La presencia de la revolución cubana fue determinante en todo ese movimiento.
Creo que había una especie de interés latinoamericano que circulaba como un
sistema en todo el continente, parte del cual devino en obras que fueron muy
leídas en aquel tiempo, en una latitud u otra, como La muerte de Artemio Cruz o La
ciudad y los perros. Cabrera Infante estaba un poco más relegado de ese
grupo. Pero en aquella época Sarduy, con De
donde son los cantantes, tenía una importancia central. Onetti y Borges son
figuras que no se citan como parte del boom, pero eran inspiradoras de todo ese
mundo. Creo que fue una operación de mercado enriquecedora para la literatura,
que se benefició de eso. Pero no creo que fuera una constelación, algo
voluntario.

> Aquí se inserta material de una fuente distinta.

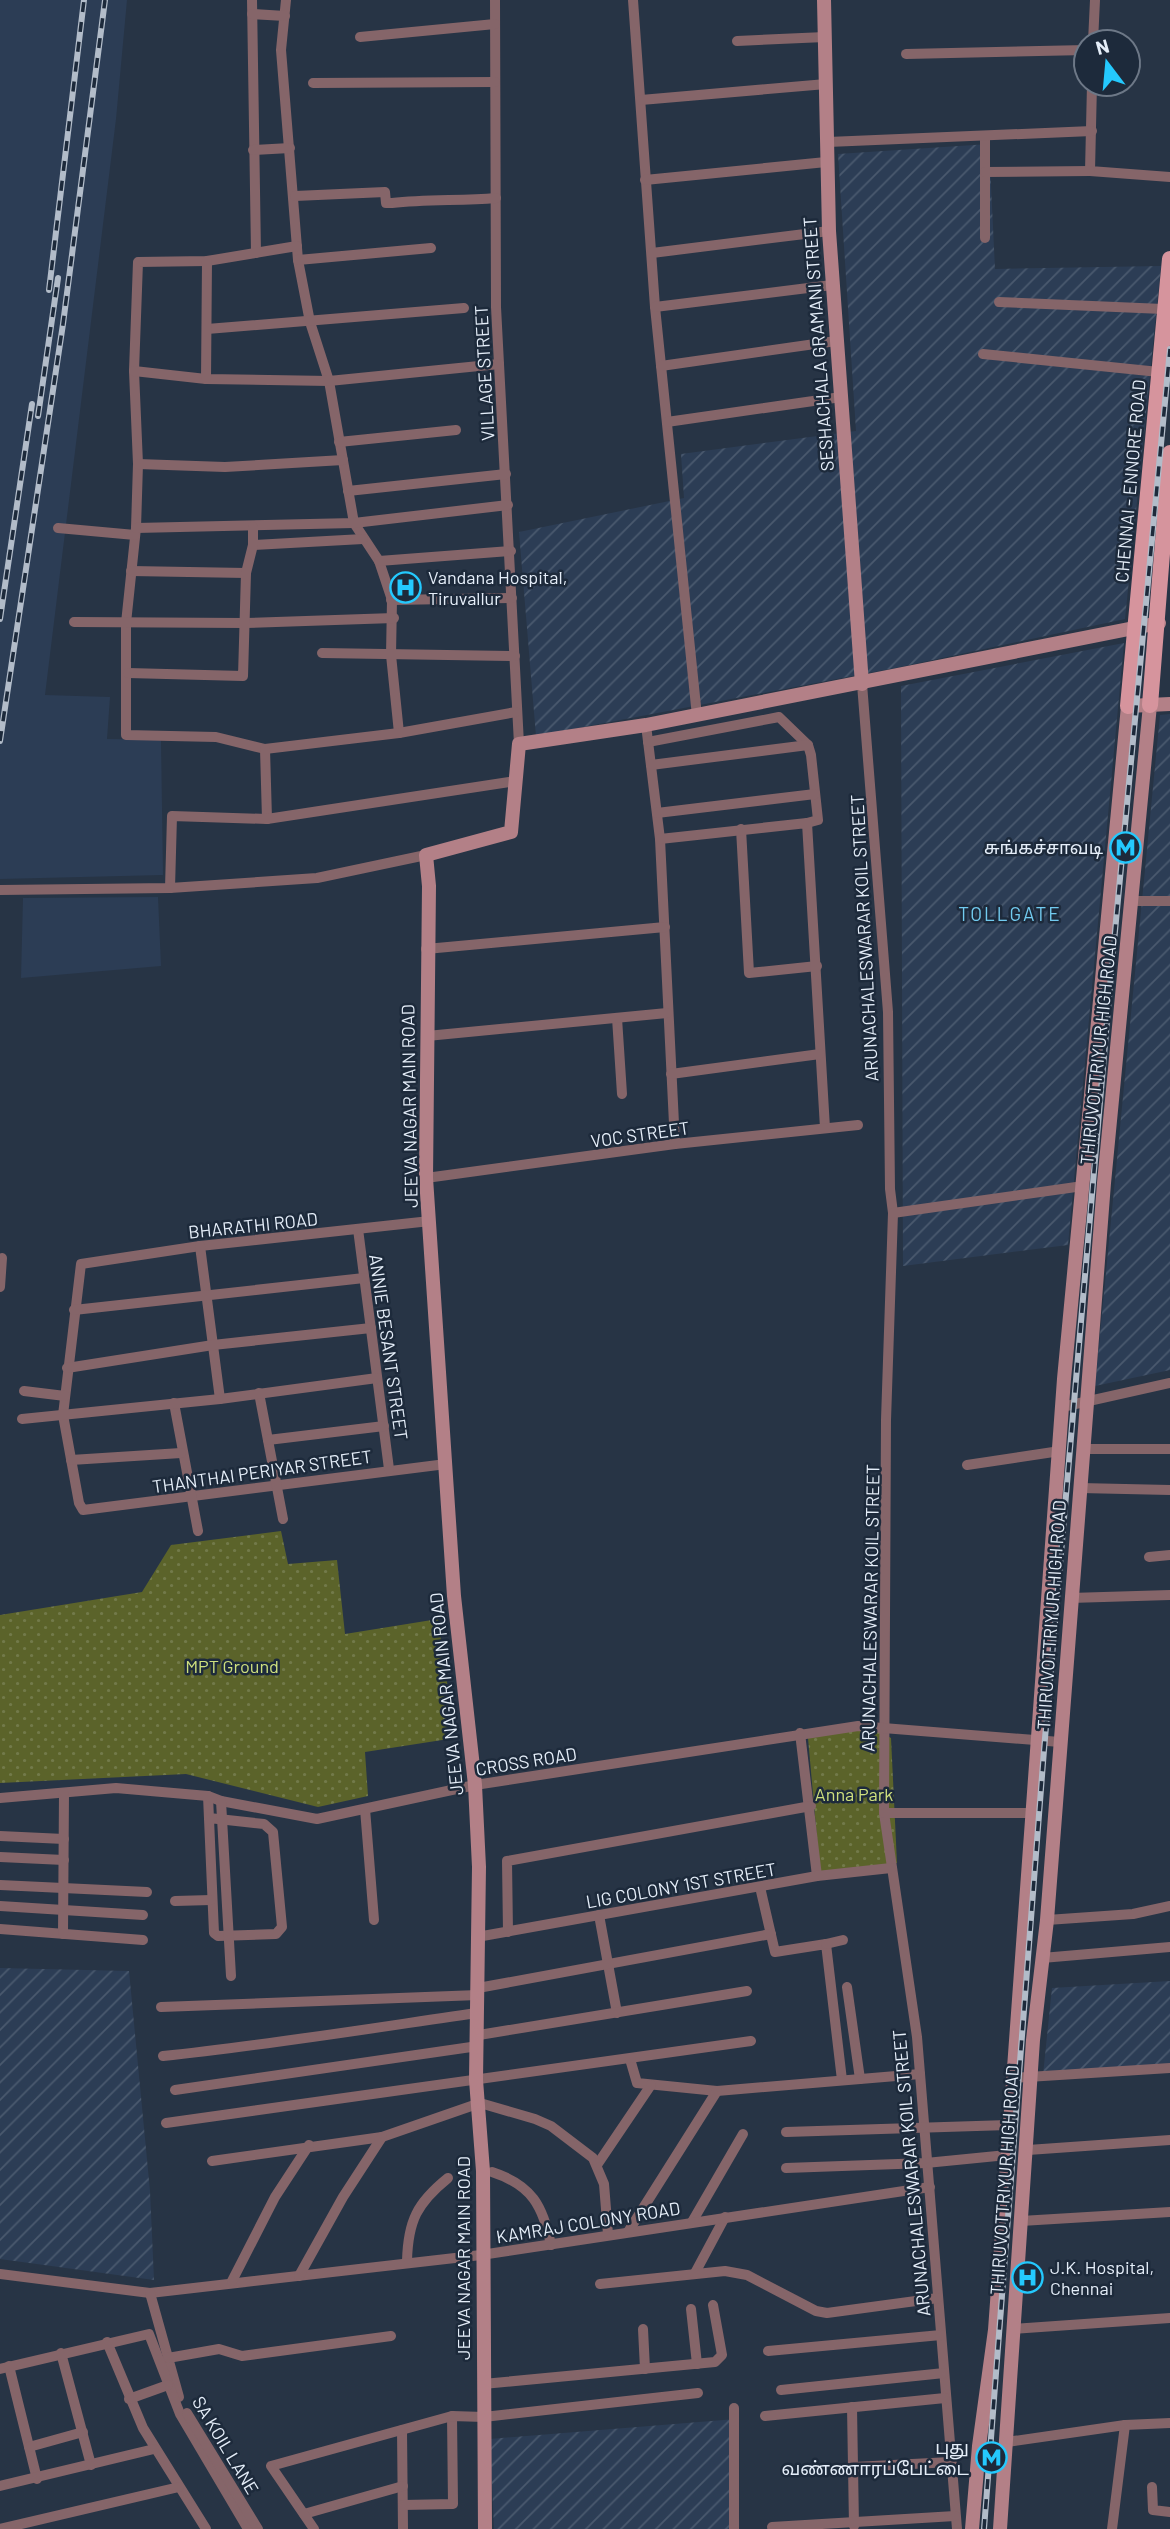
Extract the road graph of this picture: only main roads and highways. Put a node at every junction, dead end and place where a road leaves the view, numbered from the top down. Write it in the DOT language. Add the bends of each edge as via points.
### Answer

No fue una generación de amigos, como fue la generación del 27 en
la poesía española. Eran amigos que se reunían y que después se pelearon
atrozmente. El Boom se rompió cuando el discurso a los intelectuales de Fidel
Castro.
“Carlos
(Fuentes) tiene una teoría muy bonita de cómo empieza el Boom. Por supuesto, él
esta ahí. Era en un balcón de la calle Arenales en Buenos Aires, en 1962,
cuando un grupo de personas, en los cuales había un crítico que para nosotros
era emblemático, llamado Enrique Pezzoni, y un editor de revistas también
emblemático que se llamaba José Bianco, Carlos Fuentes y Roa Bastos –un escritor importantísimo cuyo nombre
no hay que dejar de lado–, estaban
contemplando la espalda de una mujer. Y como la literatura es siempre el relato
de una pérdida, el Boom comienza en el instante en que, mientras todos
admiraban la espalda de esa mujer –cuyo
nombre ahora es público, la viuda de un médico famoso que acababa de inventar un
método para descubrir el embarazo, llamado Gali Maininis, y era bellísima– hay un momento en que llega Ernesto
Sábato, se lleva a la mujer del brazo y se aleja con ella. Eso aleja para
siempre a Ernesto Sábato del Boom y de la literatura, dice Fuentes. Todo el
mundo se quedó con la melancolía de la mujer que se alejó con Sábato. De esa espalda
nace el Boom de la literatura latinoamericana.